In the physical layer, storage is linear space for reading or both reading and writing digital information. Each byte of information on it has its offset from the storage start, known as an address and is referenced by this address. A storage can be presented as a grid with a set of numbered cells (each cell is a single byte). Any item saved to the storage gets its own cells. Generally, computer storages use the pair of a sector and in-sector offset to reference any byte of information on the storage. But in most cases, it operates in blocks, which are groups of sectors that optimize storage addressing. Modern types generally use block sizes from 1 to 128 sectors (512-65536 bytes). Files are usually stored at the start of a block and take up entire blocks.

Storage devices must be partitioned and formatted before the first use. Partitioning means splitting a storage device into several logical regions, so they can be managed separately as if they are separate storage devices. A storage device should have at least one partition. Usually there is one partition dedicated to the OS, another one for the users’ files and an optional swap partition (works as the RAM extension when it runs out of space). Windows OS assigns a drive letter (A, B, C, etc.) to each partition or removable storage device. In Unix-like operating systems, partitions appear as ordinary directories under the root directory. The act of assigning a directory to a storage device (under the root directory tree) is called mounting, and the assigned directory is called a mount point.

Block Storage

Block storage, sometimes referred to as block-level storage, is a technology that is used to store data files on Storage Area Networks (SANs) or cloud-based storage environments. Block storage breaks up data into fixed-size blocks and then stores those blocks as separate chunks, each with a unique identifier. Each block lives on its own and can be partitioned so it can be accessed in a different OS.

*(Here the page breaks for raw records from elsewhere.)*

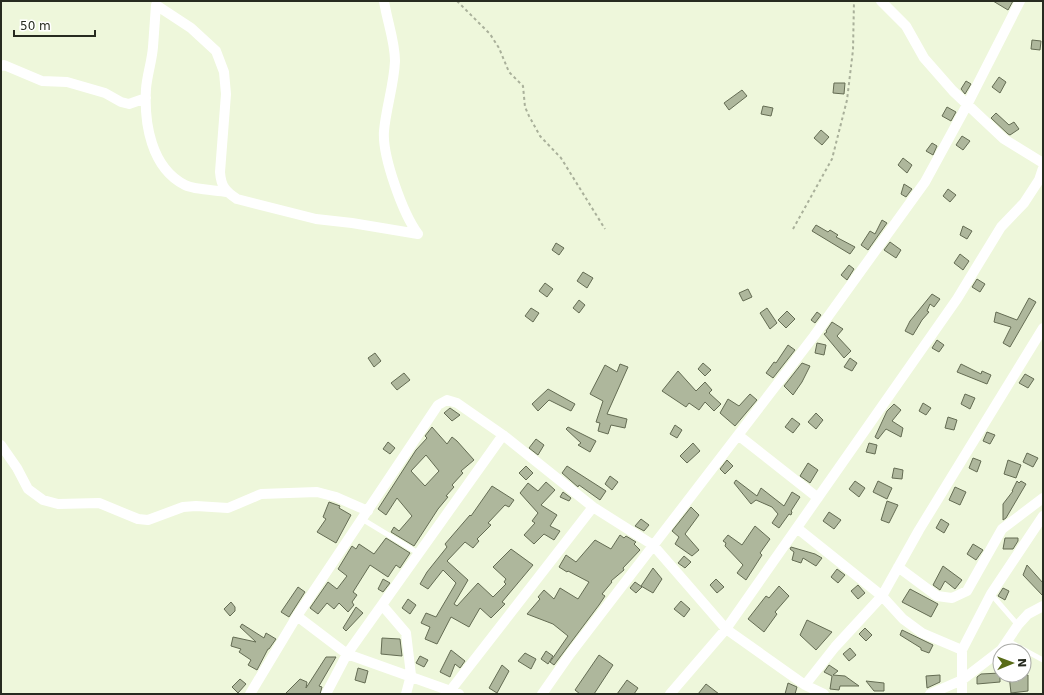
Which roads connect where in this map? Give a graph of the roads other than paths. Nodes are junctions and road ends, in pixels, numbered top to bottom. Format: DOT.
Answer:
graph roads {
  1 [pos="384,1"];
  2 [pos="881,1"];
  3 [pos="1020,1"];
  4 [pos="1,66"];
  5 [pos="146,98"];
  6 [pos="968,105"];
  7 [pos="1043,163"];
  8 [pos="1043,168"];
  9 [pos="227,192"];
  10 [pos="1043,328"];
  11 [pos="503,435"];
  12 [pos="738,435"];
  13 [pos="1,445"];
  14 [pos="818,498"];
  15 [pos="1043,498"];
  16 [pos="593,507"];
  17 [pos="365,515"];
  18 [pos="1043,516"];
  19 [pos="796,528"];
  20 [pos="653,545"];
  21 [pos="418,553"];
  22 [pos="898,567"];
  23 [pos="991,594"];
  24 [pos="882,596"];
  25 [pos="382,605"];
  26 [pos="1043,606"];
  27 [pos="297,616"];
  28 [pos="1018,625"];
  29 [pos="726,629"];
  30 [pos="1008,641"];
  31 [pos="962,650"];
  32 [pos="347,654"];
  33 [pos="1043,660"];
  34 [pos="411,675"];
  35 [pos="962,680"];
  36 [pos="804,685"];
  37 [pos="454,692"];
  38 [pos="250,694"];
  39 [pos="326,694"];
  40 [pos="406,694"];
  41 [pos="542,694"];
  42 [pos="670,694"];
  43 [pos="824,694"];
  44 [pos="930,694"];
  45 [pos="962,694"];
  1 -- 9 [label="street"];
  2 -- 6 [label="street"];
  3 -- 6 [label="street"];
  4 -- 5 [label="street"];
  5 -- 9 [label="street"];
  5 -- 9 [label="street"];
  6 -- 7 [label="street"];
  6 -- 12 [label="street"];
  8 -- 14 [label="street"];
  10 -- 22 [label="street"];
  11 -- 16 [label="street"];
  11 -- 17 [label="street"];
  11 -- 21 [label="street"];
  12 -- 14 [label="street"];
  12 -- 20 [label="street"];
  13 -- 17 [label="street"];
  14 -- 19 [label="street"];
  15 -- 22 [label="street"];
  16 -- 20 [label="street"];
  16 -- 37 [label="street"];
  17 -- 21 [label="lane"];
  17 -- 27 [label="street"];
  18 -- 23 [label="street"];
  19 -- 24 [label="street"];
  19 -- 29 [label="street"];
  20 -- 29 [label="street"];
  20 -- 41 [label="street"];
  21 -- 25 [label="street"];
  22 -- 24 [label="street"];
  23 -- 28 [label="lane"];
  23 -- 31 [label="street"];
  24 -- 31 [label="street"];
  24 -- 36 [label="street"];
  25 -- 32 [label="street"];
  25 -- 34 [label="street"];
  26 -- 28 [label="street"];
  27 -- 32 [label="street"];
  27 -- 38 [label="street"];
  28 -- 30 [label="street"];
  29 -- 36 [label="street"];
  29 -- 42 [label="street"];
  30 -- 33 [label="lane"];
  30 -- 35 [label="street"];
  31 -- 35 [label="street"];
  32 -- 34 [label="street"];
  32 -- 39 [label="street"];
  34 -- 37 [label="street"];
  34 -- 40 [label="street"];
  35 -- 44 [label="street"];
  35 -- 45 [label="street"];
  36 -- 43 [label="street"];
}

Block storage is often configured to decouple the data from the user’s environment and spread it across multiple environments that can better serve the data (wherever it is most efficient). When data is requested, the underlying storage software reassembles the blocks of data from these environments and presents them back to the user. Block storage is considered a highly efficient storage system because storing and retrieving data is not dependent on the user OS. The SAN identifies the connected blocks through indexing and puts them together to retrieve the data in its original form. Because block storage doesn’t rely on a single path to data (like file storage does), it can be retrieved quickly with low latency.

Object Storage

Object storage, also known as object-based storage, is a data storage that manages unstructured data as objects, as opposed to files or blocks. Each object typically includes the data itself, a variable amount of metadata, and a globally unique identifier. These objects are stored in a single, structurally flat logical repository, which can be spread out across multiple networked systems.

In practice, applications manage all of the objects, eliminating the need for a traditional file system. Each object receives a unique ID, which applications use to identify the object. Each object stores also metadata — information about the data stored in the object. Metadata includes details like age, privacies/securities, and access contingencies, and can be customized to include additional, detailed information about the data files stored in the object.

Unlike file storage and block storage, object storage is not handled as a logical file system and is not governed by the OS. Objects in an object storage system are accessed via Application Programming Interfaces (APIs). The native API for object storage is an HTTP-based RESTful API. These APIs query an object’s metadata to locate and access the desired object (data) via the Internet from anywhere, on any device. The most common Object storage API is based on Amazon Simple Storage Service (S3), which is widely adopted by various vendors that offer S3-compatible object storage.